- Official poster
- Directed by: Jed Rothstein
- Written by: Jed Rothstein
- Produced by: Ross M. Dinerstein
- Cinematography: Wolfgang Held
- Edited by: Samuel Nalband
- Music by: Jeremy Turner
- Production companies: Campfire; Forbes Entertainment; Olive Hill Media;
- Distributed by: Hulu
- Release dates: March 17, 2021 (SXSW); April 2, 2021 (United States);
- Running time: 104 minutes
- Country: United States
- Language: English

= WeWork: Or the Making and Breaking of a $47 Billion Unicorn =

2021 American documentary film

WeWork: Or The Making and Breaking of a $47 Billion Unicorn is a 2021 American documentary film, written and directed by Jed Rothstein. It follows WeWork, a real estate company run by Adam Neumann, who was ultimately forced out of the company.

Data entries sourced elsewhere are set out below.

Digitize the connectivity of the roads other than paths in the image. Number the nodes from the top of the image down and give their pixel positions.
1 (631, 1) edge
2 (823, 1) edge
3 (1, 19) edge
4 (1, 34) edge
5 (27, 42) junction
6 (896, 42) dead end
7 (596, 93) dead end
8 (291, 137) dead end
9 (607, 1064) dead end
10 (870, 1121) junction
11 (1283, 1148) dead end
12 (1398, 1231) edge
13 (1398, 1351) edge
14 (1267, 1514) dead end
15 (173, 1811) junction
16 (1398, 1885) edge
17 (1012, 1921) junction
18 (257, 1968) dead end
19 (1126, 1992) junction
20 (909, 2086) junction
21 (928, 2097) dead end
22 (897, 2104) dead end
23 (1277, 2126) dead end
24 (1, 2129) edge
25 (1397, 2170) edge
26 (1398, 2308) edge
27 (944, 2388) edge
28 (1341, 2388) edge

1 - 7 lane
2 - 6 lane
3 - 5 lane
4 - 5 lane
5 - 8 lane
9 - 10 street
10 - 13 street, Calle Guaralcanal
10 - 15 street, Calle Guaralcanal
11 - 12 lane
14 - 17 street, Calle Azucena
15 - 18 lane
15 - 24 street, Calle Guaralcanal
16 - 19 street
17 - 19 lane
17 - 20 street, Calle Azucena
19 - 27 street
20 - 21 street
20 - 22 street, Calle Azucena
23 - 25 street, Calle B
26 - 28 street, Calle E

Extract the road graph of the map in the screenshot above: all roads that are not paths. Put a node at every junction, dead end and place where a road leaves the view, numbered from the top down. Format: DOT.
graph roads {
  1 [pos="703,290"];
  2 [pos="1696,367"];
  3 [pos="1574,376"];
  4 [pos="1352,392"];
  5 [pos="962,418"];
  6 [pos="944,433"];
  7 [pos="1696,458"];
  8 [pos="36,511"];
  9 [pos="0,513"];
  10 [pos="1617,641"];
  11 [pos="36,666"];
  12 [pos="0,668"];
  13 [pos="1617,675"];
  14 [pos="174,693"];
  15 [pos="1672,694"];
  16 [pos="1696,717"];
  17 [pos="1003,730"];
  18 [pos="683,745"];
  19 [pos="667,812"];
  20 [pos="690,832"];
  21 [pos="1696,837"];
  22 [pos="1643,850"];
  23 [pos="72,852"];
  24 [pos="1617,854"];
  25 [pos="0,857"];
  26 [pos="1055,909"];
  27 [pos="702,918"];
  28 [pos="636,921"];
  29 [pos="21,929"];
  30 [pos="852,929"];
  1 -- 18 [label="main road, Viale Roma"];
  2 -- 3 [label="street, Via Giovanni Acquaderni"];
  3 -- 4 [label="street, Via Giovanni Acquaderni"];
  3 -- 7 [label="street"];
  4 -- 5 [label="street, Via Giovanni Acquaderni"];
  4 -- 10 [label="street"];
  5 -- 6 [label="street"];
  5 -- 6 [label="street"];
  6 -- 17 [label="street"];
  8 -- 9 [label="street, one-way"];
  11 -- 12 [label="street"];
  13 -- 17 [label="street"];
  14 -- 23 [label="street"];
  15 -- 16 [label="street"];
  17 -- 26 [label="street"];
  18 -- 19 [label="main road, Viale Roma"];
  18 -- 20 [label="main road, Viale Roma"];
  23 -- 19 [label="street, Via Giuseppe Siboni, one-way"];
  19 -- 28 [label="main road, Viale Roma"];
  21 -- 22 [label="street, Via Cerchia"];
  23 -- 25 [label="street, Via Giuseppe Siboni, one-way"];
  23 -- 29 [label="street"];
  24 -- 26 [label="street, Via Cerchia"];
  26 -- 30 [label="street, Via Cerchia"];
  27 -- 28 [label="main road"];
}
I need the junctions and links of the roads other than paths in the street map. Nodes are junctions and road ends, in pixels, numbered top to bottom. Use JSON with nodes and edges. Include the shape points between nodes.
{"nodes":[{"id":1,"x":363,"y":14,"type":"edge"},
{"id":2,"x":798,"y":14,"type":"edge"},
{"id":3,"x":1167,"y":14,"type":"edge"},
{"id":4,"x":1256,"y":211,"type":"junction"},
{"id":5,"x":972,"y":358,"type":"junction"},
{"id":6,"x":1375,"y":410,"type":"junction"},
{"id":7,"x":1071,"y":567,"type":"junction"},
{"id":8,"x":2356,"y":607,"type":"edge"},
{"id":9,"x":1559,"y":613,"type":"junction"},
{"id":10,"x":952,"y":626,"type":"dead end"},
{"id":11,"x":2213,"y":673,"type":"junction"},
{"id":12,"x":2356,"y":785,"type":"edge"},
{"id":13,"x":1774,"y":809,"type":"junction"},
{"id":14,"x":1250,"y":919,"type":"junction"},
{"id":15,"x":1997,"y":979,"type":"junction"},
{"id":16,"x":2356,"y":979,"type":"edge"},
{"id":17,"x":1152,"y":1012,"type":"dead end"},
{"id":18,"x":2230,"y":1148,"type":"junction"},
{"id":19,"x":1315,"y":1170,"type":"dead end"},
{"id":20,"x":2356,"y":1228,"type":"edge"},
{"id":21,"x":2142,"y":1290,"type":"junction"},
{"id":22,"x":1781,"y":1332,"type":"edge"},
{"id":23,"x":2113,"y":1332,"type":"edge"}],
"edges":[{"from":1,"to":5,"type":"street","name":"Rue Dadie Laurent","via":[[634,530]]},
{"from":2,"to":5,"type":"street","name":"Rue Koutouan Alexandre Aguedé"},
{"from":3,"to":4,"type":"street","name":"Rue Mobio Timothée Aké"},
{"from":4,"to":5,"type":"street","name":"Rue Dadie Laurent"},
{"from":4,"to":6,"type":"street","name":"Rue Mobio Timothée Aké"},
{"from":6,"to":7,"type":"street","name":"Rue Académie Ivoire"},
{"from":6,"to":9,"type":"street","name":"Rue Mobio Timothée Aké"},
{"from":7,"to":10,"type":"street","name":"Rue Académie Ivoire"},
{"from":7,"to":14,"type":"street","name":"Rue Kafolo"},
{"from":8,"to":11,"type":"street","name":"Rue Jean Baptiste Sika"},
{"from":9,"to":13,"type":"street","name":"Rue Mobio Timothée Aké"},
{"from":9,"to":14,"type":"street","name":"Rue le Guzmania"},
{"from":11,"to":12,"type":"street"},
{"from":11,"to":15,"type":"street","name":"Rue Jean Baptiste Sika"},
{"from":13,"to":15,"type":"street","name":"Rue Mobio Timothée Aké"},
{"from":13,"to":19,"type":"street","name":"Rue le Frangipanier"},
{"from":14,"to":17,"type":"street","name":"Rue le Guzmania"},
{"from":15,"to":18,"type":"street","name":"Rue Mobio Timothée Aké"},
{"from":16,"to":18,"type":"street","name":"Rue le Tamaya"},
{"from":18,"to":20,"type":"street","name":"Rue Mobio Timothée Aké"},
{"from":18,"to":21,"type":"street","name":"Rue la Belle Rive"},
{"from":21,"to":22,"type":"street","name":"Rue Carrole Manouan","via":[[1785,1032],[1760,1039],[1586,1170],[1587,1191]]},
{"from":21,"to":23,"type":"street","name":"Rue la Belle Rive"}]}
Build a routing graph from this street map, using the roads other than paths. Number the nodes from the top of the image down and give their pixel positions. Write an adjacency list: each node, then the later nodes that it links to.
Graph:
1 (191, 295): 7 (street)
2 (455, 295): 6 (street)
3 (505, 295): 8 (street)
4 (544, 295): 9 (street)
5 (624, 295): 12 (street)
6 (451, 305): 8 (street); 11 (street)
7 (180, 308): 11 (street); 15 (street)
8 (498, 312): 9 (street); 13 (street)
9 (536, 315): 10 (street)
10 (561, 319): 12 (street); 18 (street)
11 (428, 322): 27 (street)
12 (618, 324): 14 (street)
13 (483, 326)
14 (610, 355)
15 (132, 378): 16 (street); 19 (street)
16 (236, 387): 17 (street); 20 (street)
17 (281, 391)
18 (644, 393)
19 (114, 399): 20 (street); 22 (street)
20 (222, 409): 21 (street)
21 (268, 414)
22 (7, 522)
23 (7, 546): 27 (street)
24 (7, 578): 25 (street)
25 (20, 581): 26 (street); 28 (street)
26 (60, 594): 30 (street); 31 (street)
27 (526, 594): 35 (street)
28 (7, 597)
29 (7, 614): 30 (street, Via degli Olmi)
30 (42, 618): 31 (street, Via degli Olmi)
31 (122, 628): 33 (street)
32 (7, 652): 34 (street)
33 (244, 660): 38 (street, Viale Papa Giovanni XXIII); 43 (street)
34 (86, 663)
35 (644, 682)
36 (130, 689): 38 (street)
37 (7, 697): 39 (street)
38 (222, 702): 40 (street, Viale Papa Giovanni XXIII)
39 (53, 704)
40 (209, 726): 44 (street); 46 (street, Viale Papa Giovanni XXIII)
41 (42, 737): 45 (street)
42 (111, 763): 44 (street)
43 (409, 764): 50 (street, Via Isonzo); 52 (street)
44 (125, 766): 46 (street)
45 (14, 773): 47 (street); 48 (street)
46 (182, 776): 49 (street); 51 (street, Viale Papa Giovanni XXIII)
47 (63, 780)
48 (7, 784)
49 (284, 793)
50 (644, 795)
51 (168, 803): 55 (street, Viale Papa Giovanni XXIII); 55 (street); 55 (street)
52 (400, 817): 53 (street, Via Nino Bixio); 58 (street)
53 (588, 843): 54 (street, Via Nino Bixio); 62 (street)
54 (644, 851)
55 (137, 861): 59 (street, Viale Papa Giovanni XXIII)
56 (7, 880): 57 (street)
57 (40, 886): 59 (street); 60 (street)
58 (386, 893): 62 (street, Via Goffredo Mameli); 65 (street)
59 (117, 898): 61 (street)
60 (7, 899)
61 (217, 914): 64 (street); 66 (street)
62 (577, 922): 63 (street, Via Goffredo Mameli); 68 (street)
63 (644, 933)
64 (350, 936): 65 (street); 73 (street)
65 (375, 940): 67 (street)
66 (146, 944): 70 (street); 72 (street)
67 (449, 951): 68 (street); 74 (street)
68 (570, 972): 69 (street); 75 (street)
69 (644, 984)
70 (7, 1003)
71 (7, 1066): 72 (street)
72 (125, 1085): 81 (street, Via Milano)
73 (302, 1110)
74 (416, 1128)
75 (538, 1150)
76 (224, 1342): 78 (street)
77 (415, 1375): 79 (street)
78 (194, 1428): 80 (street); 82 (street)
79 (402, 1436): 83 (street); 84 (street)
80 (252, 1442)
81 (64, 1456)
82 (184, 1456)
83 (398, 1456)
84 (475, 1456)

The film had its world premiere at South by Southwest on March 17, 2021. It was released on April 2, 2021, by Hulu. The film won a News and Documentary Emmy for Outstanding Business and Economic Documentary at the 43rd News and Documentary Emmy Awards on September 29, 2022.

==Synopsis==
The film follows Adam Neumann, the founder of the real estate company WeWork, who is ultimately forced out of the company after a failed IPO.

==Production==
In October 2020, it was announced Jed Rothstein would direct the film, with Hulu set to distribute. Campfire's Ross Dinerstein also produced alongside executive producers Rebecca Evans and Ross Girard from Campfire, Tim Lee, Michael Cho and Mimi Rode from Olive Hill Media, Travis Collins, Kyle Kramer and Randall Lane from Forbes and Danni Mynard.

==Release==
The film had its world premiere at South by Southwest on March 17, 2021. It was released on April 2, 2021, on Hulu.

==Reception==
WeWork: Or the Making and Breaking of a $47 Billion Unicorn holds a 77% approval rating on review aggregator website Rotten Tomatoes, based on 56 reviews, with a weighted average of 6.40/10. The film won a News and Documentary Emmy for Outstanding Business and Economic Documentary on September 28, 2022. Recipients include Executive Producers Michael Cho, Mimi Rode, Tim Lee, Travis Collins, Rebecca Evans, Ross Girard, Kyle Kramer, Randall Lane, Danni Mynard, Producer Ross M. Dinerstein, and Director Jed Rothstein. The site's critics consensus reads, "It's hard to ignore the parts that are left unexamined, but WeWork: Or the Making and Breaking of a $47 Billion Unicorn does well enough by its real-life stranger-than-fiction story."